Muitos de seus pensamentos continuarão em nossas
reflexões: suas inspirações permanecerão conosco. Como teólogo, cardeal e Papa,
tinha feito a sua parte para que “o novo” fosse descoberto. Apesar de todos
seus livros, seus discursos e suas contribuições, foi um homem irrequieto até o
fim. Na homilia citada, pronunciada por ocasião do fim de seu pontificado, o
Papa emérito fala da peregrinação interior da fé que se exprime
substancialmente na oração.
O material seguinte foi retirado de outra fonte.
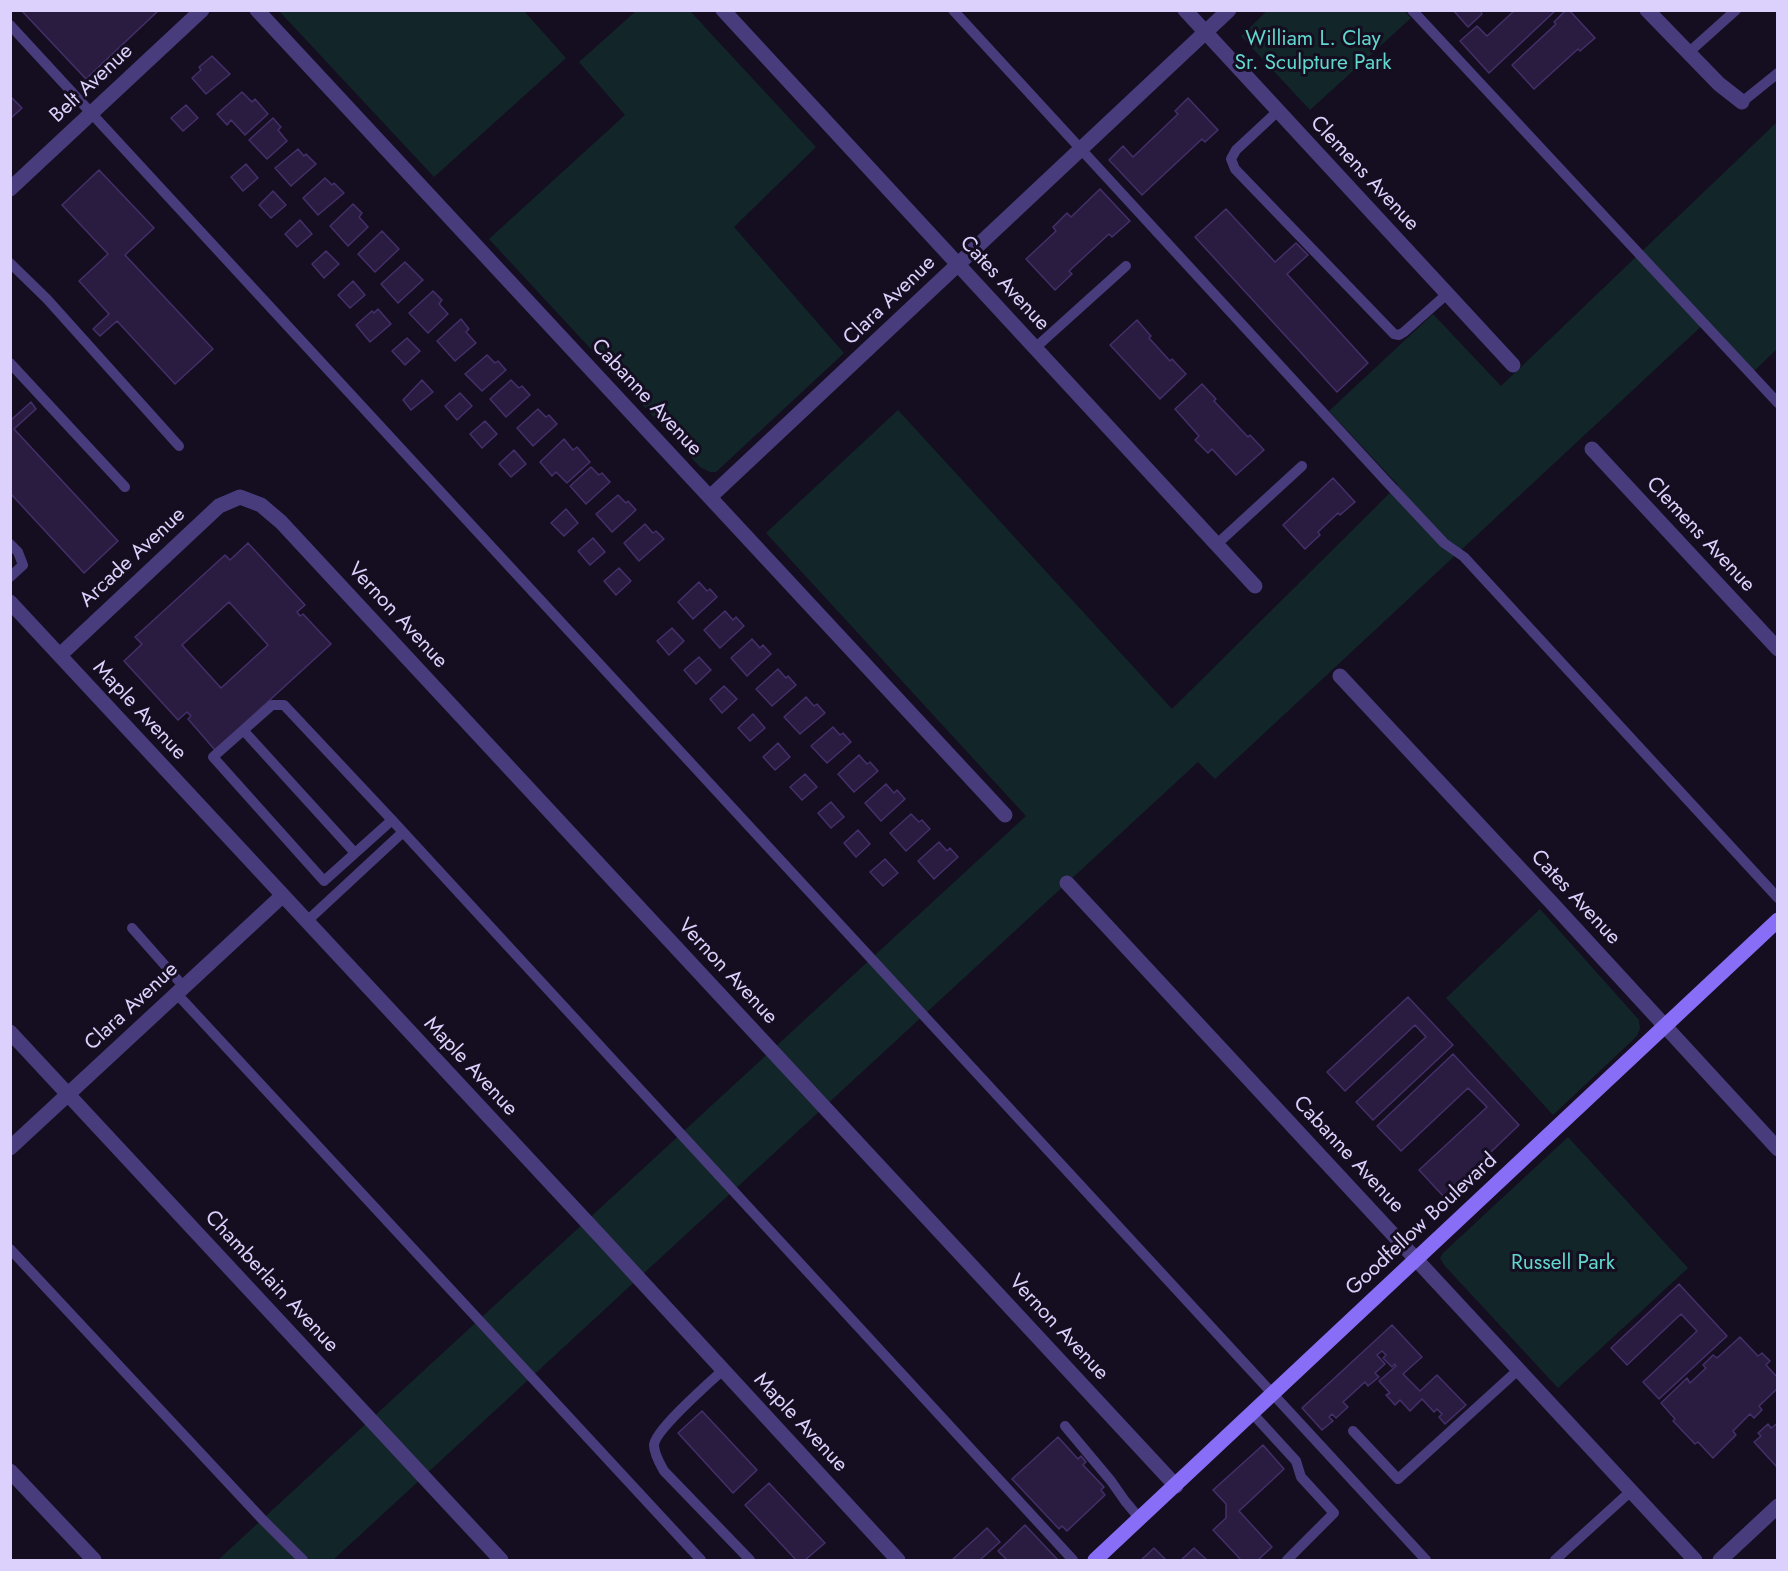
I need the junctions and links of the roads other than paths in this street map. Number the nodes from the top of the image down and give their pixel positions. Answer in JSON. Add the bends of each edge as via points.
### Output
{"nodes":[{"id":1,"x":202,"y":10,"type":"edge"},
{"id":2,"x":257,"y":10,"type":"edge"},
{"id":3,"x":723,"y":10,"type":"edge"},
{"id":4,"x":953,"y":10,"type":"edge"},
{"id":5,"x":1185,"y":10,"type":"edge"},
{"id":6,"x":1229,"y":10,"type":"edge"},
{"id":7,"x":1412,"y":10,"type":"edge"},
{"id":8,"x":1647,"y":10,"type":"edge"},
{"id":9,"x":1736,"y":10,"type":"edge"},
{"id":10,"x":10,"y":25,"type":"edge"},
{"id":11,"x":1205,"y":33,"type":"junction"},
{"id":12,"x":1687,"y":54,"type":"junction"},
{"id":13,"x":1778,"y":73,"type":"edge"},
{"id":14,"x":1742,"y":102,"type":"joint"},
{"id":15,"x":1278,"y":111,"type":"junction"},
{"id":16,"x":92,"y":113,"type":"junction"},
{"id":17,"x":1082,"y":150,"type":"junction"},
{"id":18,"x":10,"y":189,"type":"edge"},
{"id":19,"x":10,"y":263,"type":"edge"},
{"id":20,"x":957,"y":265,"type":"junction"},
{"id":21,"x":1126,"y":266,"type":"dead end"},
{"id":22,"x":1447,"y":294,"type":"junction"},
{"id":23,"x":1035,"y":348,"type":"junction"},
{"id":24,"x":10,"y":363,"type":"edge"},
{"id":25,"x":1513,"y":365,"type":"dead end"},
{"id":26,"x":1778,"y":403,"type":"edge"},
{"id":27,"x":179,"y":446,"type":"dead end"},
{"id":28,"x":1592,"y":449,"type":"dead end"},
{"id":29,"x":1302,"y":466,"type":"dead end"},
{"id":30,"x":125,"y":487,"type":"dead end"},
{"id":31,"x":240,"y":497,"type":"joint"},
{"id":32,"x":710,"y":497,"type":"junction"},
{"id":33,"x":10,"y":544,"type":"edge"},
{"id":34,"x":1217,"y":544,"type":"junction"},
{"id":35,"x":10,"y":577,"type":"edge"},
{"id":36,"x":1255,"y":586,"type":"dead end"},
{"id":37,"x":10,"y":602,"type":"edge"},
{"id":38,"x":1778,"y":649,"type":"edge"},
{"id":39,"x":60,"y":655,"type":"junction"},
{"id":40,"x":1340,"y":676,"type":"dead end"},
{"id":41,"x":244,"y":731,"type":"junction"},
{"id":42,"x":1005,"y":815,"type":"dead end"},
{"id":43,"x":392,"y":820,"type":"junction"},
{"id":44,"x":402,"y":832,"type":"junction"},
{"id":45,"x":355,"y":853,"type":"junction"},
{"id":46,"x":1067,"y":883,"type":"dead end"},
{"id":47,"x":282,"y":896,"type":"junction"},
{"id":48,"x":1778,"y":898,"type":"edge"},
{"id":49,"x":1778,"y":920,"type":"edge"},
{"id":50,"x":306,"y":922,"type":"junction"},
{"id":51,"x":132,"y":928,"type":"dead end"},
{"id":52,"x":180,"y":990,"type":"junction"},
{"id":53,"x":1664,"y":1026,"type":"junction"},
{"id":54,"x":10,"y":1032,"type":"edge"},
{"id":55,"x":68,"y":1094,"type":"junction"},
{"id":56,"x":10,"y":1148,"type":"edge"},
{"id":57,"x":1778,"y":1149,"type":"edge"},
{"id":58,"x":10,"y":1249,"type":"edge"},
{"id":59,"x":1416,"y":1260,"type":"junction"},
{"id":60,"x":723,"y":1370,"type":"junction"},
{"id":61,"x":1518,"y":1370,"type":"junction"},
{"id":62,"x":1274,"y":1394,"type":"junction"},
{"id":63,"x":1253,"y":1414,"type":"junction"},
{"id":64,"x":1065,"y":1426,"type":"dead end"},
{"id":65,"x":1353,"y":1431,"type":"dead end"},
{"id":66,"x":10,"y":1471,"type":"edge"},
{"id":67,"x":1176,"y":1486,"type":"junction"},
{"id":68,"x":1631,"y":1491,"type":"junction"},
{"id":69,"x":1778,"y":1506,"type":"edge"},
{"id":70,"x":1140,"y":1519,"type":"junction"},
{"id":71,"x":94,"y":1560,"type":"edge"},
{"id":72,"x":303,"y":1560,"type":"edge"},
{"id":73,"x":501,"y":1560,"type":"edge"},
{"id":74,"x":701,"y":1560,"type":"edge"},
{"id":75,"x":750,"y":1560,"type":"edge"},
{"id":76,"x":898,"y":1560,"type":"edge"},
{"id":77,"x":1073,"y":1560,"type":"edge"},
{"id":78,"x":1095,"y":1560,"type":"edge"},
{"id":79,"x":1287,"y":1560,"type":"edge"},
{"id":80,"x":1426,"y":1560,"type":"edge"},
{"id":81,"x":1554,"y":1560,"type":"edge"},
{"id":82,"x":1695,"y":1560,"type":"edge"},
{"id":83,"x":1720,"y":1560,"type":"edge"}],
"edges":[{"from":1,"to":16,"type":"street","name":"Belt Avenue"},
{"from":2,"to":32,"type":"street","name":"Cabanne Avenue"},
{"from":3,"to":20,"type":"street","name":"Cates Avenue"},
{"from":4,"to":17,"type":"lane"},
{"from":5,"to":11,"type":"street","name":"Clemens Avenue"},
{"from":6,"to":11,"type":"street","name":"Clara Avenue"},
{"from":7,"to":26,"type":"lane"},
{"from":8,"to":12,"type":"street"},
{"from":9,"to":12,"type":"lane"},
{"from":10,"to":16,"type":"lane"},
{"from":11,"to":15,"type":"street","name":"Clemens Avenue"},
{"from":11,"to":17,"type":"street","name":"Clara Avenue"},
{"from":12,"to":14,"type":"street"},
{"from":13,"to":14,"type":"lane"},
{"from":15,"to":22,"type":"street","name":"Clemens Avenue"},
{"from":15,"to":22,"type":"lane","via":[[1236,150],[1231,159],[1235,169],[1394,334],[1404,332]]},
{"from":16,"to":18,"type":"street","name":"Belt Avenue"},
{"from":16,"to":62,"type":"lane"},
{"from":17,"to":20,"type":"street","name":"Clara Avenue"},
{"from":17,"to":48,"type":"lane"},
{"from":19,"to":27,"type":"lane"},
{"from":20,"to":23,"type":"street","name":"Cates Avenue"},
{"from":20,"to":32,"type":"street","name":"Clara Avenue"},
{"from":21,"to":23,"type":"lane"},
{"from":22,"to":25,"type":"street","name":"Clemens Avenue"},
{"from":23,"to":34,"type":"street","name":"Cates Avenue"},
{"from":24,"to":30,"type":"lane"},
{"from":28,"to":38,"type":"street","name":"Clemens Avenue"},
{"from":29,"to":34,"type":"lane"},
{"from":31,"to":39,"type":"street","name":"Arcade Avenue","via":[[219,506]]},
{"from":31,"to":67,"type":"street","name":"Vernon Avenue","via":[[261,505],[281,522]]},
{"from":32,"to":42,"type":"street","name":"Cabanne Avenue"},
{"from":33,"to":35,"type":"lane","via":[[23,565]]},
{"from":34,"to":36,"type":"street","name":"Cates Avenue"},
{"from":37,"to":39,"type":"street","name":"Maple Avenue"},
{"from":39,"to":47,"type":"street","name":"Maple Avenue"},
{"from":40,"to":53,"type":"street","name":"Cates Avenue"},
{"from":41,"to":43,"type":"lane","via":[[272,705],[284,705]]},
{"from":41,"to":45,"type":"lane"},
{"from":41,"to":45,"type":"lane","via":[[213,758],[324,881]]},
{"from":43,"to":44,"type":"lane"},
{"from":43,"to":45,"type":"lane"},
{"from":44,"to":50,"type":"lane"},
{"from":44,"to":77,"type":"lane"},
{"from":46,"to":59,"type":"street","name":"Cabanne Avenue"},
{"from":47,"to":50,"type":"street","name":"Maple Avenue"},
{"from":47,"to":52,"type":"street","name":"Clara Avenue"},
{"from":49,"to":53,"type":"main road","name":"Goodfellow Boulevard"},
{"from":50,"to":60,"type":"street","name":"Maple Avenue"},
{"from":51,"to":52,"type":"lane"},
{"from":52,"to":55,"type":"street","name":"Clara Avenue"},
{"from":52,"to":74,"type":"lane"},
{"from":53,"to":57,"type":"street","name":"Cates Avenue"},
{"from":53,"to":59,"type":"main road","name":"Goodfellow Boulevard"},
{"from":54,"to":55,"type":"street","name":"Chamberlain Avenue"},
{"from":55,"to":56,"type":"street","name":"Clara Avenue"},
{"from":55,"to":73,"type":"street","name":"Chamberlain Avenue"},
{"from":58,"to":72,"type":"lane"},
{"from":59,"to":61,"type":"street","name":"Cabanne Avenue"},
{"from":59,"to":62,"type":"main road","name":"Goodfellow Boulevard"},
{"from":60,"to":75,"type":"lane","via":[[662,1429],[654,1444],[664,1471]]},
{"from":60,"to":76,"type":"street","name":"Maple Avenue"},
{"from":61,"to":65,"type":"lane","via":[[1398,1479]]},
{"from":61,"to":68,"type":"street","name":"Cabanne Avenue"},
{"from":62,"to":63,"type":"main road","name":"Goodfellow Boulevard"},
{"from":62,"to":80,"type":"lane"},
{"from":63,"to":67,"type":"main road","name":"Goodfellow Boulevard"},
{"from":63,"to":79,"type":"lane","via":[[1296,1461],[1301,1477],[1334,1513]]},
{"from":64,"to":70,"type":"lane"},
{"from":66,"to":71,"type":"street"},
{"from":67,"to":70,"type":"main road","name":"Goodfellow Boulevard"},
{"from":68,"to":81,"type":"lane"},
{"from":68,"to":82,"type":"street","name":"Cabanne Avenue"},
{"from":69,"to":83,"type":"street"},
{"from":70,"to":78,"type":"main road","name":"Goodfellow Boulevard"}]}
Uma oração que nos desperta de uma falsa acomodação
e que quer comunicar a inquietação para com Deus e a inquietação para com o
próximo. Viveu essa inquietação até o fim, na oração, no retiro, mas com
solidez.
A sua frase sobre o mundo velho e o novo, escritas
no livro “Últimas conversações” é profética. Apresenta-se a nós de modo
inocente, como muitas outras coisas ditas pelo Papa, principalmente nos seus
textos espirituais e nas suas homilias. Porém esta frase tem uma dinâmica
teológica e espiritual. Os tempos mudam, isso é irreversível: nem reinventando
o “velho” em versão “nova” – como agradaria muito aos tradicionalistas – nem na
invenção de um “novo” que não considere a tradição e a evolução.
Bento XVI, o Papa emérito, demonstrou que tinha uma
avaliação de si mesmo bastante equilibrada, porque colocava-se entre duas
épocas, mas sem se deixar ligar a uma ou a outra. A mudança: isso é o que ele
viveu e onde se reconhece. Por isso foi um Papa da transição?
Só
por isso não. Exatamente porque foi a transição, seus sinais permanecerão além
da sua morte. As transições são importantes. Joseph Ratzinger representa a
Igreja que, a partir do Concílio, retomou a sua estrada. Joseph Ratzinger
marcou seu sigilo à transição eclesial, mas principalmente à transição papal. A
Igreja poderá se nutrir por muito tempo com o seu exemplo, com suas palavras,
com seus escritos. Vivia entre dois tempos, mas permanecerá conosco.